Sunday, September 6, 2015

Never Sleep Again

Recently the world found out that we'd lost a horror legend. Wes Craven had had a hand in an absolutely ridiculous number of iconic films, helping to shape the industry. Like a lot of people, especially in my age group, his most memorable films were the Elm Street franchise. While I know for sure that I'd seen Last House On The Left first, A Nightmare On Elm Street form a solid chunk of my earliest memories. So, in honor of Wes Craven, I'm going to tell a really horrific story. It's a true one, and now seems as good a time as any to traumatize anyone stupid enough to read this.

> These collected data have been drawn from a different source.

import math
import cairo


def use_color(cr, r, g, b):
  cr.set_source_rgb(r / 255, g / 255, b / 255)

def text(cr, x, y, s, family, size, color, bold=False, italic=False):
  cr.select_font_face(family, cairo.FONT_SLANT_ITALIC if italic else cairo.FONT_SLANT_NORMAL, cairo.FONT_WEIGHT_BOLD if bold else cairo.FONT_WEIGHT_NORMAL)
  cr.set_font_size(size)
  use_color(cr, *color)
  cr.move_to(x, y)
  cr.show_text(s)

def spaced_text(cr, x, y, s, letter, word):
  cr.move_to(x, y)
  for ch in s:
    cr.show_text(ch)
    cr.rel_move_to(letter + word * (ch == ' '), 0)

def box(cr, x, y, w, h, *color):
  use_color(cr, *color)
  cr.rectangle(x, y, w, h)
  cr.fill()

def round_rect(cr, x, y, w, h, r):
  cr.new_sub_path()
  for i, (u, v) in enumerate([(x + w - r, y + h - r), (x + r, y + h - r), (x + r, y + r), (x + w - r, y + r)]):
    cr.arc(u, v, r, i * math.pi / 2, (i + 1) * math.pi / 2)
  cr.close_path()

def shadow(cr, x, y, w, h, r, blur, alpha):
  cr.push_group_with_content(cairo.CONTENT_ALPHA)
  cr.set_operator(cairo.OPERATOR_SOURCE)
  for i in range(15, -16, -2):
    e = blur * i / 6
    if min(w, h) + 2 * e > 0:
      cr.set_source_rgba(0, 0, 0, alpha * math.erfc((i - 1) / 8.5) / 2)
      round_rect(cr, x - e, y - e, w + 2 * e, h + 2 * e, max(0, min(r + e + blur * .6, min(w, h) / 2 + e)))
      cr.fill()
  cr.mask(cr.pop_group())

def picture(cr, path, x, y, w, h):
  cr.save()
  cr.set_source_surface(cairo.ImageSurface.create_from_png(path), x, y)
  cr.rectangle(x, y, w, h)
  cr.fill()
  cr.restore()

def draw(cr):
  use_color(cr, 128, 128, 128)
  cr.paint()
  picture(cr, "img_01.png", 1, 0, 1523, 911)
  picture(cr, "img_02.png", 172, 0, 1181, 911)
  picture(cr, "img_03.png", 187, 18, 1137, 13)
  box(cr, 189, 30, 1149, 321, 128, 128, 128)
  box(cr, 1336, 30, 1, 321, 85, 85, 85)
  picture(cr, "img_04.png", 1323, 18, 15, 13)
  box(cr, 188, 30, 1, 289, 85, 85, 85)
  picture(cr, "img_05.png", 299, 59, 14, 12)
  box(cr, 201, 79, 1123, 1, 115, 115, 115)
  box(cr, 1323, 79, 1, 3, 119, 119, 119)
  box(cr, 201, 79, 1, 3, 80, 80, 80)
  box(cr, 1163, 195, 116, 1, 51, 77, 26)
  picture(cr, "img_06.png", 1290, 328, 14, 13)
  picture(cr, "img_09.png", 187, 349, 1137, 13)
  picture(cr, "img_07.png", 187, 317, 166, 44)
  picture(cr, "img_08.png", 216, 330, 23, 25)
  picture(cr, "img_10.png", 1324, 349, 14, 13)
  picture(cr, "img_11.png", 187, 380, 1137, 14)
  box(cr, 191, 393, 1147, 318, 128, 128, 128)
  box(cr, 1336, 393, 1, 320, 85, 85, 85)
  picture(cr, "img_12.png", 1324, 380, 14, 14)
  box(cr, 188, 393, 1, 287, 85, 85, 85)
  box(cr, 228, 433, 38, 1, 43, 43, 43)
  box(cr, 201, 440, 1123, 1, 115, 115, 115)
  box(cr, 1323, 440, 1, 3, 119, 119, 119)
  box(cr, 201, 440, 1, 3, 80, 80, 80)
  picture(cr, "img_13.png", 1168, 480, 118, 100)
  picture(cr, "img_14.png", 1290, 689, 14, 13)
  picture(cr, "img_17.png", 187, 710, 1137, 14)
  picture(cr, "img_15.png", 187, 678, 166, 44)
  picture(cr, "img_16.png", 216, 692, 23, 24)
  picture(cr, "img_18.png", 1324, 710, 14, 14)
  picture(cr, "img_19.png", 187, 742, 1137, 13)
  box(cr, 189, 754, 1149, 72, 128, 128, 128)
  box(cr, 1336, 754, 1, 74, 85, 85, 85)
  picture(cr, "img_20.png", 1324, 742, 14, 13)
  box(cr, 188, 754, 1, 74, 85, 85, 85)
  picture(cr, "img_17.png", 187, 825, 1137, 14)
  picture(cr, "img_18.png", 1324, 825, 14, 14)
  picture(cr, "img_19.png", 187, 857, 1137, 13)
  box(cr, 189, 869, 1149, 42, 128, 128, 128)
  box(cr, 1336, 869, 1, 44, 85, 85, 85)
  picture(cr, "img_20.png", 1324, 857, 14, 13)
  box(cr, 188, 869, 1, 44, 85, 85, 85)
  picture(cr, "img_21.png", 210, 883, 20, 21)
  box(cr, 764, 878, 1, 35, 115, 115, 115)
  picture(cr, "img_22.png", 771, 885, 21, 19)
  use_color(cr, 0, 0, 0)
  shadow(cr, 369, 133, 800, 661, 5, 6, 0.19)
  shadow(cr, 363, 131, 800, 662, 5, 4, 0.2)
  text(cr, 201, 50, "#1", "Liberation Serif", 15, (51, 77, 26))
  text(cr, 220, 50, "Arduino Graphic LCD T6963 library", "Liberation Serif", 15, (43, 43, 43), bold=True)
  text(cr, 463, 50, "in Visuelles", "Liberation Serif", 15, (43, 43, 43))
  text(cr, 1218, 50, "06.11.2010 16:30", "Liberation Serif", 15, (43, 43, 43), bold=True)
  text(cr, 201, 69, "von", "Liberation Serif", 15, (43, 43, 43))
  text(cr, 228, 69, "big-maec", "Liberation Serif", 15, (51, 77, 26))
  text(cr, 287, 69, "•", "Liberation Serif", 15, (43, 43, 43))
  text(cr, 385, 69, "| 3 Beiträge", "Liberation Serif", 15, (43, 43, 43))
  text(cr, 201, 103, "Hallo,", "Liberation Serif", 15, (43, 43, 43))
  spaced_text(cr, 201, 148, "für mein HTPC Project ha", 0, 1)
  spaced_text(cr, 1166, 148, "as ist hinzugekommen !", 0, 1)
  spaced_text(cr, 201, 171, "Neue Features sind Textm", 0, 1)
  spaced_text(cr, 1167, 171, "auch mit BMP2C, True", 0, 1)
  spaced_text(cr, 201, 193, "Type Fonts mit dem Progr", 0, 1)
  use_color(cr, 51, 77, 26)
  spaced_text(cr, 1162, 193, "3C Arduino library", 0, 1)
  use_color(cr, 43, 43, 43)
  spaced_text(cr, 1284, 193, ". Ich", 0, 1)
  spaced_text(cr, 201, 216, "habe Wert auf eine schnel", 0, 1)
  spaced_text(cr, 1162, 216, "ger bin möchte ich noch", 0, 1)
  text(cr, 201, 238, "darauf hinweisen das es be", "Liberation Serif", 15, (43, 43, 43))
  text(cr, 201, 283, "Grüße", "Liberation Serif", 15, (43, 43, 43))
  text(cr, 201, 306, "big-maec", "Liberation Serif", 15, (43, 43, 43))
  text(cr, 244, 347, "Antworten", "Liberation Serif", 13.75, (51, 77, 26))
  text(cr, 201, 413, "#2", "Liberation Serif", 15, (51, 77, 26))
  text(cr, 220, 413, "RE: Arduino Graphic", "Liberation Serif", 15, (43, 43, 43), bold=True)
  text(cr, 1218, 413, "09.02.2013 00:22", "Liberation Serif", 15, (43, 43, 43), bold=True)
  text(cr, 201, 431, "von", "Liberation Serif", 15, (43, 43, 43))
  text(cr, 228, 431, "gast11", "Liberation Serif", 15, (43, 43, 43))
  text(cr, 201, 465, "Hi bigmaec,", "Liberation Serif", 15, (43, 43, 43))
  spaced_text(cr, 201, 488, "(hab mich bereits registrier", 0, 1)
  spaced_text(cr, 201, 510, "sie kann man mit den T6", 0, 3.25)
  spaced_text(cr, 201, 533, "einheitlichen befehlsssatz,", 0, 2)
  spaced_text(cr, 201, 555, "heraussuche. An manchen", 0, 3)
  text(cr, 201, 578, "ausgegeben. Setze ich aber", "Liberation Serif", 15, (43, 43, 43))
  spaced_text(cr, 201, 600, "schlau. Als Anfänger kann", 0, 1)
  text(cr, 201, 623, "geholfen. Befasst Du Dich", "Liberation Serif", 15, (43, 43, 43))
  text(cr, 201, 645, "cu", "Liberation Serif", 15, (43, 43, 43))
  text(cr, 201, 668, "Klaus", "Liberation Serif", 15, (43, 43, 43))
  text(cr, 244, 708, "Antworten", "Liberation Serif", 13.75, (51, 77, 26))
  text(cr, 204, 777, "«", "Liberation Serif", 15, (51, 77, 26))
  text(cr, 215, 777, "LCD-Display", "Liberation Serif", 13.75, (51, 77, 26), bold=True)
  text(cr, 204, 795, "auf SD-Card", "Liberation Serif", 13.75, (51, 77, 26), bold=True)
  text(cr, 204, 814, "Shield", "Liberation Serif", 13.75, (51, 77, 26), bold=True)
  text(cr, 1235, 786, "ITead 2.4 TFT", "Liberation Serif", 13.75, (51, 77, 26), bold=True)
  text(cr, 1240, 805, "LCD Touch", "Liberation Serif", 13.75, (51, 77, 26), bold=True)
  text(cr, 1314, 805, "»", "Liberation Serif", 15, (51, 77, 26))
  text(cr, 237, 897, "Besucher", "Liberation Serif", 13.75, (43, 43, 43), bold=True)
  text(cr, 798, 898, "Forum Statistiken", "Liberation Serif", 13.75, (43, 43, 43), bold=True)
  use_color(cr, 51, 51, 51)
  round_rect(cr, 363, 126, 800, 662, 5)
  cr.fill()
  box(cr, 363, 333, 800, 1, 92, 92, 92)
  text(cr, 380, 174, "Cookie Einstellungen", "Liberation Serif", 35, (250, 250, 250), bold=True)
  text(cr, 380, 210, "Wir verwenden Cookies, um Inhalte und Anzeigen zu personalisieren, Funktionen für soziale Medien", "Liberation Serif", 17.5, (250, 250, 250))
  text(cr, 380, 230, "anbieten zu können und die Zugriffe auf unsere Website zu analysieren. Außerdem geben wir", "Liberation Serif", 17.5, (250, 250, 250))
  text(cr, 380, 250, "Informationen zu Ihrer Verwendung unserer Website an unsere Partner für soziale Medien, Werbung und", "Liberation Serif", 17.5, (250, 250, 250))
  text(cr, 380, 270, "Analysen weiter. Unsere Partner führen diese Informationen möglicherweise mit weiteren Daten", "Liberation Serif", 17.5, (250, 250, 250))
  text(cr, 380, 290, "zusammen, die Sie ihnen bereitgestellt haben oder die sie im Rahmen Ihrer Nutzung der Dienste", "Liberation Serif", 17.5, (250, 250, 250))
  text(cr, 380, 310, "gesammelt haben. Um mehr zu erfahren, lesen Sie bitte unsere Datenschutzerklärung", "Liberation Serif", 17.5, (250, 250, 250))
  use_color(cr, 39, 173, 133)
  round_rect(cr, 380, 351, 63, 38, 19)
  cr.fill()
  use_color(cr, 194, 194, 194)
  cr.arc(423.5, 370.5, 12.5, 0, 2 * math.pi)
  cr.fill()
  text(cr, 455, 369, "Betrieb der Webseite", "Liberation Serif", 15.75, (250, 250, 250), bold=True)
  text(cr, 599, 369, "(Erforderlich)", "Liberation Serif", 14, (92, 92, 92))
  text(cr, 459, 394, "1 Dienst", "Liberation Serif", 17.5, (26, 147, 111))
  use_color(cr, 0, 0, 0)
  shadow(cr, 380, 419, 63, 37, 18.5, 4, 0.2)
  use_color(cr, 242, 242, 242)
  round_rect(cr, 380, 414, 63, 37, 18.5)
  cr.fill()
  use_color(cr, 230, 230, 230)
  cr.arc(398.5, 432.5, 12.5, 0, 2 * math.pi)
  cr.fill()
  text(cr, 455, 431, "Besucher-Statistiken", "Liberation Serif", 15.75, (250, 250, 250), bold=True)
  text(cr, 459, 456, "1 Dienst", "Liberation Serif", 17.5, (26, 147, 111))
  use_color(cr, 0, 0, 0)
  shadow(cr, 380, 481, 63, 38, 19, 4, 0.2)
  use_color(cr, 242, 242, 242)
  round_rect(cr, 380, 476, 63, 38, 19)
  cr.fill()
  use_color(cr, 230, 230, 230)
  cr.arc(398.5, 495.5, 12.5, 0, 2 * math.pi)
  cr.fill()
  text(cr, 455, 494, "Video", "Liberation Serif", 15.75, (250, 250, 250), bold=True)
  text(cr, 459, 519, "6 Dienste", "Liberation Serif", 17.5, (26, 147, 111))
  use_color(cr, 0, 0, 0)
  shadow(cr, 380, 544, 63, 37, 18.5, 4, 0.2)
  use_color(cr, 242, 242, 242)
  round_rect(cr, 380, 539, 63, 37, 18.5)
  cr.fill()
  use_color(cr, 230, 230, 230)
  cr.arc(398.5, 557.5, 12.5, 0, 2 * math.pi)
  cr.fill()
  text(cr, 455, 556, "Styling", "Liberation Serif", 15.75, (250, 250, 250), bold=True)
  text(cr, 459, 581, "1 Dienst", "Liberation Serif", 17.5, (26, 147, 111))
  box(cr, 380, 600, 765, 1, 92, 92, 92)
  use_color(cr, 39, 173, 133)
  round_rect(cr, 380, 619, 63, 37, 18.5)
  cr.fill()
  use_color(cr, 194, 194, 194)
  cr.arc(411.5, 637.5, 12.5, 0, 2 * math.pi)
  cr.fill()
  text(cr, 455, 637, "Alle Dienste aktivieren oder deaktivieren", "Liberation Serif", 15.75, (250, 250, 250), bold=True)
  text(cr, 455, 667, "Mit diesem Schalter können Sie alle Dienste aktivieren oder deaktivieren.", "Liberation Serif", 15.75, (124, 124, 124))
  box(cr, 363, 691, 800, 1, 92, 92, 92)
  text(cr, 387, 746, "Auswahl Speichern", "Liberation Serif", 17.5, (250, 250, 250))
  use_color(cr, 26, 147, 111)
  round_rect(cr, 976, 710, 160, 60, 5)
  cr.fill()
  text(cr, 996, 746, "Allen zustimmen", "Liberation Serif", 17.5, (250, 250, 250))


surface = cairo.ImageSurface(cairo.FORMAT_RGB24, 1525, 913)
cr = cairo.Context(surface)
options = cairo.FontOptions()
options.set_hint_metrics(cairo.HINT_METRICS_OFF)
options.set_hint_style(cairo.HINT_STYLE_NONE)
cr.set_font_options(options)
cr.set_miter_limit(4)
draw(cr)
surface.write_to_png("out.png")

I'd mentioned before that my stepfather had worked for the junk yard that had been used in one of the Elm Street films, and had met both Wes and Robert Englund on separate occasions . I've mentioned that he was fond of smacking my mom around as well. What I hadn't gotten into is what a fucking monster he was. In addition to being a drunk and generally a piece of shit, he was a pedophile and rapist as well. When my mom married him she was young and kind of stupid, and never imagined that he wasn't just marrying her to have a young attractive wife. He'd seen in a young unwed mother, strapped for cash, access to his favorite kind of sex "partner" - the kind that was too small and too weak to fight. I was two years old.



While A Nightmare On Elm Street wasn't the first horror film I'd ever seen, it's the one that has stayed in sharp detail, fresh in my mind nearly 30 years later. It was certainly a terrifying movie, especially for such a young child, but it was especially horrifying for a kid that was living in a household that was horrifying in itself. The fact that Freddy Krueger was a child molester was glossed over, but a fact that I quickly picked up on. His method of killing has been likened to rape, and the parallel was obvious to me right away. The fact that the parents in his community took vengeance into their own hands, only to inadvertently create an even greater monster, confirmed in my mind that no one would ever help me. No one could save us.

In a child's way, I drew comparisons between the Freddy Krueger character and my very real stepfather. I'm not sure if I imagined the resemblance, but I saw a physical one to match the emotional one.



To this day I still have nightmares about Freddy Krueger. They're almost always intertwined with nightmares about my stepfather. Wes Craven created one of the most iconic fiction characters, not just in horror, but ever. He didn't mean to make a film about my worst nightmares, not mine specifically, but he did and not in a way that causes me to hate the films or him. I love Elm Street. I often wonder if other childhood abuse survivors have watched them with the same mindset as me. I've never seen anything, an article or an interview, from that perspective. I've wondered if I'd ever have the chance to meet Wes Craven, if I'd tell him about my stepfather. Would he have been polite about it, would he have been struck by how close to home he'd hit with some of his fans? I'll never know. I wonder what he'd say or think to know he'd met a real-life Freddy Krueger, someone's flesh-and-blood nightmare.



This was pretty short, but it was also pretty straight forward. I wanted to put this out there, in case anyone ever wondered if someone else had watched A Nightmare On Elm Street through the same filter.